Omelia del Vescovo per la Commemorazione della Passione del Signore – 2018

Cattedrale di Crema, 30 marzo 2018

Rileggendo, e ora riascoltando la Passione secondo Giovanni, mi ha colpito la precisione e anche quasi l’insistenza con la quale l’evangelista menziona i luoghi nei quali si svolgono le diverse vicende. Giovanni, forse, vuole confermare così il rigore anche storico del suo racconto: nel quarto vangelo, però, non è mai sufficiente fermarsi solo alla precisione dei dati. Per Giovanni, i fatti, i luoghi, le ore, tutto parla alla fede, che cerca di contemplare Gesù nel momento culminante di tutta la sua vicenda, nel mistero dell’«ora» in cui si compie il suo passaggio definitivo da questo mondo al Padre, passaggio che è al tempo stesso l’ora della salvezza e della nascita del mondo nuovo.

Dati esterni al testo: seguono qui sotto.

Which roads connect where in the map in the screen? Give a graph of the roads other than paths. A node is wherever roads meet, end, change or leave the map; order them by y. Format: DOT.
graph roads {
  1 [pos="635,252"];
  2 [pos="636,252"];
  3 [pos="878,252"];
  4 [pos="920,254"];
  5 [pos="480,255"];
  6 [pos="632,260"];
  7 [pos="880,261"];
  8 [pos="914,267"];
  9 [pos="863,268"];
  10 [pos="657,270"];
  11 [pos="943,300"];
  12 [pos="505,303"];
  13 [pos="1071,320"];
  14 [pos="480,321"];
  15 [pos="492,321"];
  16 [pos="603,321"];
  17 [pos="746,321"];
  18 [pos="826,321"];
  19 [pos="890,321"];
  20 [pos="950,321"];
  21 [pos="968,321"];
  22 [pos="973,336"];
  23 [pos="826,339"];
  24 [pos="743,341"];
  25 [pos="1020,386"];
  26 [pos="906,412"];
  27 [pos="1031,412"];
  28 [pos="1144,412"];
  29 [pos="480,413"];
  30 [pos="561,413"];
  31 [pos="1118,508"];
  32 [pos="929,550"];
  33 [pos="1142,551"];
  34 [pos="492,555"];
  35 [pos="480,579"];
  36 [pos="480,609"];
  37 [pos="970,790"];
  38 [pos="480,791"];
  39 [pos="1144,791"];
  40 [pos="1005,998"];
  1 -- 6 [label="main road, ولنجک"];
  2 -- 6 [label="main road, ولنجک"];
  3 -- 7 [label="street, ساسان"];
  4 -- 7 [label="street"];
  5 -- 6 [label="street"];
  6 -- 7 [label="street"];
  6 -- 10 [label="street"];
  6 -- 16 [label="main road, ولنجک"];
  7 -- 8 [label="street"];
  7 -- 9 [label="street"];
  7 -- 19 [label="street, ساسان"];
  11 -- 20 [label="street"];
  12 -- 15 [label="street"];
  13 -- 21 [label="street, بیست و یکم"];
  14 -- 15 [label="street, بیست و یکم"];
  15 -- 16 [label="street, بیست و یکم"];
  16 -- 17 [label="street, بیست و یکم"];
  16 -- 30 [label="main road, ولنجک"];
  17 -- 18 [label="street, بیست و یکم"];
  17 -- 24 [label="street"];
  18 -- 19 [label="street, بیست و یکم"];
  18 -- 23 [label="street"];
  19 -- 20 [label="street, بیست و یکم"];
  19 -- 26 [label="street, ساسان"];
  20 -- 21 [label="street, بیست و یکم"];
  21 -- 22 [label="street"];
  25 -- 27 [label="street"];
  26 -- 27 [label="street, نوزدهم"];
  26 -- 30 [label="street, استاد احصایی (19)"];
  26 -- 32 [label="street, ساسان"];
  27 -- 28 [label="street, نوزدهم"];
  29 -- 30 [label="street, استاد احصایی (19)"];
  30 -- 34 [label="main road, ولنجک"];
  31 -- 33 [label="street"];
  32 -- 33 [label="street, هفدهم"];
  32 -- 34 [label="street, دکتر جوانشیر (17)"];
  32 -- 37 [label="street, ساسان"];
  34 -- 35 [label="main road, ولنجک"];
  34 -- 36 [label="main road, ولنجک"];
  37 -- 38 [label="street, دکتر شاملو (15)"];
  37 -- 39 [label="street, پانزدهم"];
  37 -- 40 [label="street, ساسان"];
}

Provo a ripercorrere brevemente questi luoghi, a cominciare dal giardino, «al di là del torrente Cedron», dove, nota l’evangelista, «Gesù spesso si era trovato… con i suoi discepoli» (18, 1). Tutto comincia dunque in un luogo di familiarità consueta tra Gesù e i suoi, familiarità che ora, però, si interrompe. Questo giardino diventa il luogo del tradimento, dove Giuda conduce coloro che arrestano Gesù; diventa il luogo dell’incomprensione, dove Pietro (ma in lui dobbiamo vedere anche gli altri discepoli) mostra di non aver ancora capito qual è la via che Gesù ha scelto di percorrere.
Però è anche il luogo nel quale Gesù continua a prendersi cura dei suoi, a proteggerli e a difenderli, perché nulla di male accada a loro. Gesù sa che, da questo momento, egli dovrà continuare da solo: ma è una solitudine provvisoria e necessaria, per ritrovare dopo, più solida e piena, la familiarità con i discepoli. Pietro e gli altri, per ora, non possono seguire Gesù: ma lo seguiranno più tardi (cf. Gv 13, 36; 21, 19), non facendo più conto sulle proprie forze o entusiasmi, ma sulla vita nuova, che riceveranno da Gesù morto e risorto.

Il secondo luogo è la casa del sommo sacerdote, casa che rimanda anche agli altri luoghi, nei quali Gesù – lo ricorda lui stesso rispondendo all’interrogatorio – ha svolto il suo ministero: la sinagoga e il tempio. Questo secondo luogo rappresenta insomma «la casa di Israele», il popolo scelto da Dio e al quale Gesù è stato mandato. Fin dall’inizio del vangelo, Giovanni ricorda che Gesù era venuto «fra i suoi», nella sua casa, «ma i suoi non l’hanno accolto» (1, 11). Questo secondo luogo è dunque quello del rifiuto: ricorda che il Messia, inviato da Dio al suo popolo, è stato respinto. Ma questo luogo ci ricorda pure che la risposta di Gesù a questo rifiuto è stata precisamente la sua morte per il popolo di Dio, a suo favore: con la sua ironia caratteristica, l’evangelista rievoca la profezia «malgrado suo» del sommo sacerdote: «È conveniente che un uomo solo muoia per il popolo» (18, 14; cf. 11, 50). Lo stesso evangelista, qualche capitolo prima, aveva commentato queste parole di Caifa dicendo che egli «profetizzò che Gesù doveva morire per la nazione; e non soltanto per la nazione [cioè per Israele], ma anche per riunire insieme i figli di Dio che erano dispersi» (11, 51 s.).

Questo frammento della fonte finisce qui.